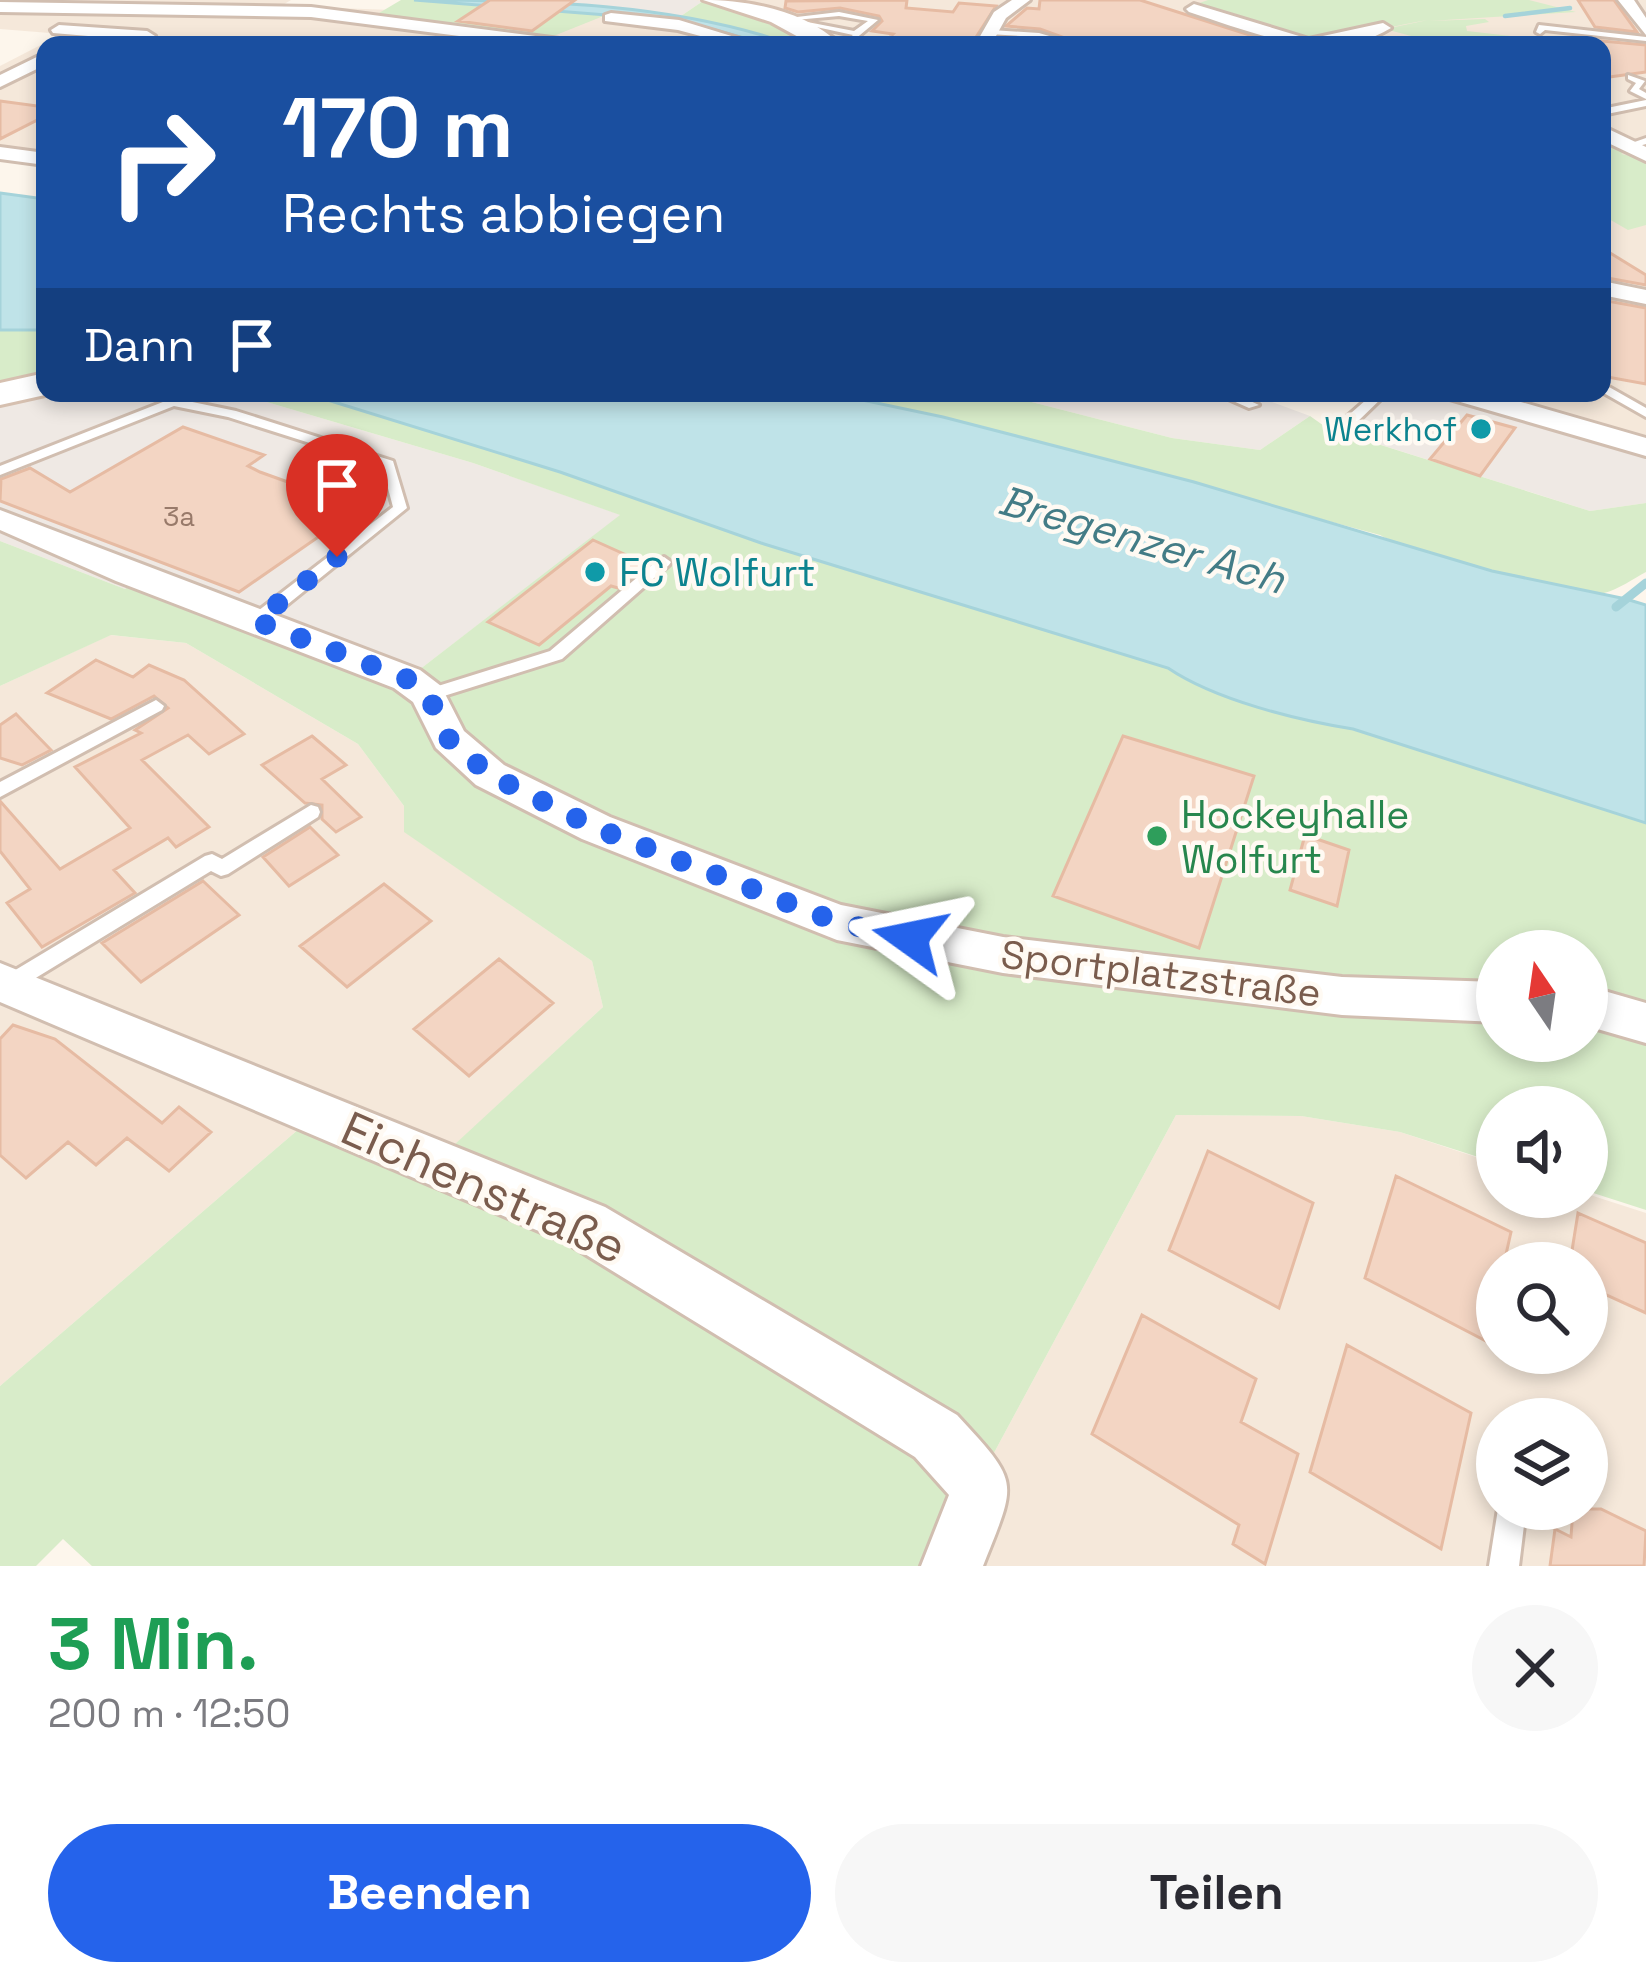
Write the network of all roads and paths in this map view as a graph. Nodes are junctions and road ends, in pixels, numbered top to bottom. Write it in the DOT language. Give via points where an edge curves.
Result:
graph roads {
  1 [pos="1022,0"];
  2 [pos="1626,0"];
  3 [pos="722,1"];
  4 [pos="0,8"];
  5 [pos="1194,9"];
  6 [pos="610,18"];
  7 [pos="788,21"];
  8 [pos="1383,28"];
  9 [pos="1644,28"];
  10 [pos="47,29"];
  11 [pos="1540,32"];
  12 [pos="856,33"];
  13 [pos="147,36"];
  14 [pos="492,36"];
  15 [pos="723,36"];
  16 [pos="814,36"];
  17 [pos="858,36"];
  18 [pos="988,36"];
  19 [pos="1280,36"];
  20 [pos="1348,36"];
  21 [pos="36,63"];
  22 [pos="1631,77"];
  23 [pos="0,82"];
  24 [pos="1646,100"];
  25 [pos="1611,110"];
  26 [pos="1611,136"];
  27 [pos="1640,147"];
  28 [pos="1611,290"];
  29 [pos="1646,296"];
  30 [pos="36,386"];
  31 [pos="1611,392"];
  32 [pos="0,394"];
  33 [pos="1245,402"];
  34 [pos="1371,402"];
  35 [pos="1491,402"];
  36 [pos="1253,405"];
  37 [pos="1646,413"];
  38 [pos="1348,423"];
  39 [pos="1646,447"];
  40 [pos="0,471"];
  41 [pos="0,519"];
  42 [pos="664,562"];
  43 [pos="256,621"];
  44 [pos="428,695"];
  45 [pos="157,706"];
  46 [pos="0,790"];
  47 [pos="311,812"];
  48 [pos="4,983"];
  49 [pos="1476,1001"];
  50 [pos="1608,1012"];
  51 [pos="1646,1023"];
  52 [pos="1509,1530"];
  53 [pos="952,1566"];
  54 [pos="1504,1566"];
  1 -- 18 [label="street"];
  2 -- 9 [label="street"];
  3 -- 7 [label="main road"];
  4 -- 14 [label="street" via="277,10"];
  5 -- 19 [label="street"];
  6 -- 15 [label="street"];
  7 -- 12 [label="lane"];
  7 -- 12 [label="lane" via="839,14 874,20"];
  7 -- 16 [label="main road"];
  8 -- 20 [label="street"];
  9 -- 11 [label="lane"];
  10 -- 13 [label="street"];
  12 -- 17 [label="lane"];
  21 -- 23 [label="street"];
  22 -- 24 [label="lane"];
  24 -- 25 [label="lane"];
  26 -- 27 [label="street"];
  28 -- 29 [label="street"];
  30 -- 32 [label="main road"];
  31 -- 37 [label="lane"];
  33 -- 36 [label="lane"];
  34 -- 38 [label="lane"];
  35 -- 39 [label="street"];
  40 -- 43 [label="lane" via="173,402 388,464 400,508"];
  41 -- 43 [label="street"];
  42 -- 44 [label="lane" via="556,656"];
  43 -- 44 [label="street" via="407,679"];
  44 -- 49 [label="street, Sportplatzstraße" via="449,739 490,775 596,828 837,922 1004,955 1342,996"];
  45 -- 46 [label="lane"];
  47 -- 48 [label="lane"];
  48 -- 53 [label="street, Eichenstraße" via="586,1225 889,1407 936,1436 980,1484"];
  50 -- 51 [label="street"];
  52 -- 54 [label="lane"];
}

****

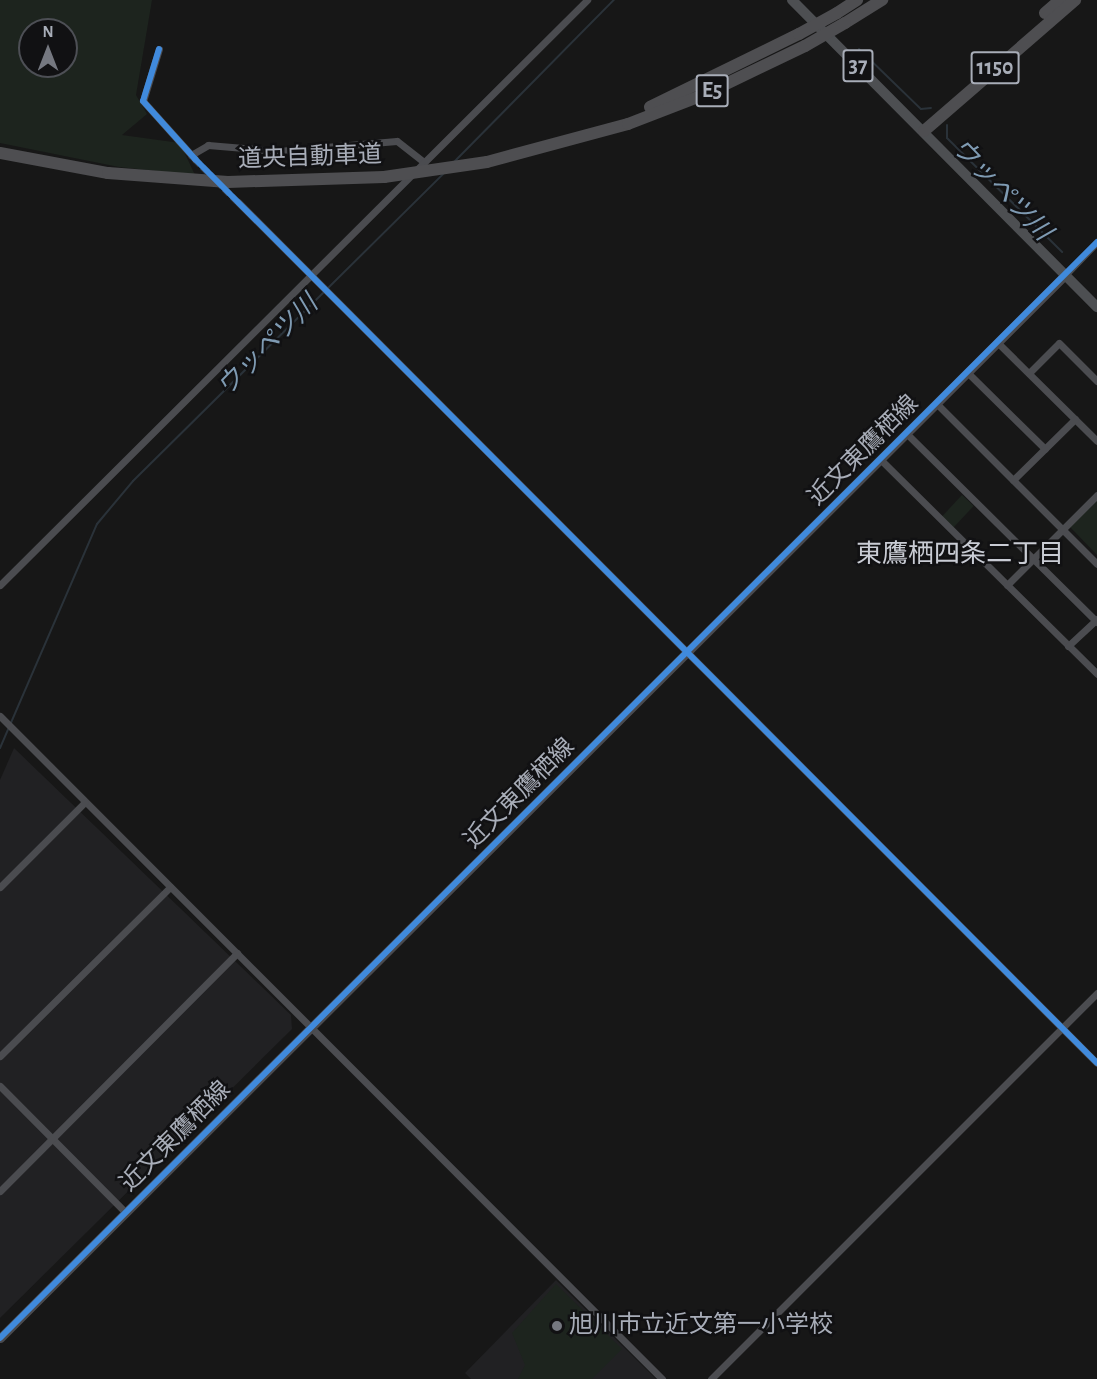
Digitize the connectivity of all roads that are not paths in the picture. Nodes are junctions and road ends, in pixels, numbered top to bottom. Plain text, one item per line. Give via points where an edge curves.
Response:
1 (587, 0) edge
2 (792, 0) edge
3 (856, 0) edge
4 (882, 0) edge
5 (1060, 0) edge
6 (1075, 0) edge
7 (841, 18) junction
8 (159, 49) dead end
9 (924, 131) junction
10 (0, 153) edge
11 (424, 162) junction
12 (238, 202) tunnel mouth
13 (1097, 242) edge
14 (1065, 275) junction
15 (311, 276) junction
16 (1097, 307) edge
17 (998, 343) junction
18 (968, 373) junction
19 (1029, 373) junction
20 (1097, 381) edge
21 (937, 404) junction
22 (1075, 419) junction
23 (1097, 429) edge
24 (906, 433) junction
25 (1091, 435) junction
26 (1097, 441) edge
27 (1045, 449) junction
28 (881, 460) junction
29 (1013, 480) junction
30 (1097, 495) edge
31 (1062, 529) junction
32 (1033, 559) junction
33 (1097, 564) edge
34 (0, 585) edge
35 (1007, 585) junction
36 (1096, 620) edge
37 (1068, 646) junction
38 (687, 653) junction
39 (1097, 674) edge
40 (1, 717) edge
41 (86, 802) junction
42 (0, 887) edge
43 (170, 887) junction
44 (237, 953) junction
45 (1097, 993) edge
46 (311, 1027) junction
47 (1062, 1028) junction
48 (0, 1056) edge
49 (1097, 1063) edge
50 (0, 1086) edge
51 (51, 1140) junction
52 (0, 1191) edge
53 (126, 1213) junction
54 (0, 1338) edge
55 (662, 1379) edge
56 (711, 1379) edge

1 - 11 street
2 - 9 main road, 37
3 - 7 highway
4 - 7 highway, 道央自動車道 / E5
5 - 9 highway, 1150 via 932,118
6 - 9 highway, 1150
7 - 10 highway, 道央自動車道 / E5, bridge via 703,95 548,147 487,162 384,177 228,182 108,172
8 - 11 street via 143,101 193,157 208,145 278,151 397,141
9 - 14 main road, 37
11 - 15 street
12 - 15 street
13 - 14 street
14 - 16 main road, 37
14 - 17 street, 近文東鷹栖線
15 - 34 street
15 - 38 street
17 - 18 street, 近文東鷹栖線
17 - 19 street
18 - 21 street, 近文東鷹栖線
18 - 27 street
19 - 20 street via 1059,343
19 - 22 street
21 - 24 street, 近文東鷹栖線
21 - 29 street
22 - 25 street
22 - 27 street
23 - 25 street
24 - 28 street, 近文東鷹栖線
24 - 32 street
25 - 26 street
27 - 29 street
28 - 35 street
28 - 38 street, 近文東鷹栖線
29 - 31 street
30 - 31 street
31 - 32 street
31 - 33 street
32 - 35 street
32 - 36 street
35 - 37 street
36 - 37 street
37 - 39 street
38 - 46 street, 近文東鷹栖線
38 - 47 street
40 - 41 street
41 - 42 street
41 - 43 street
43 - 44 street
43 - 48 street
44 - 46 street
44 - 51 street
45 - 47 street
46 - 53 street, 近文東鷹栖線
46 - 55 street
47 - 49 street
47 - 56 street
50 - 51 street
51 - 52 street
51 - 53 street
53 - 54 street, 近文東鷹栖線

****

> _TASK INSTRUCTIONS_: Scan the entries above and copy each line where "numbered" occurs.

> _ANSWER TO THE EXERCISE_:
Write the network of all roads and paths in this map view as a graph. Nodes are junctions and road ends, in pixels, numbered top to bottom. Write it in the DOT language. Give via points where an edge curves.
Digitize the connectivity of all roads that are not paths in the picture. Nodes are junctions and road ends, in pixels, numbered top to bottom. Plain text, one item per line. Give via points where an edge curves.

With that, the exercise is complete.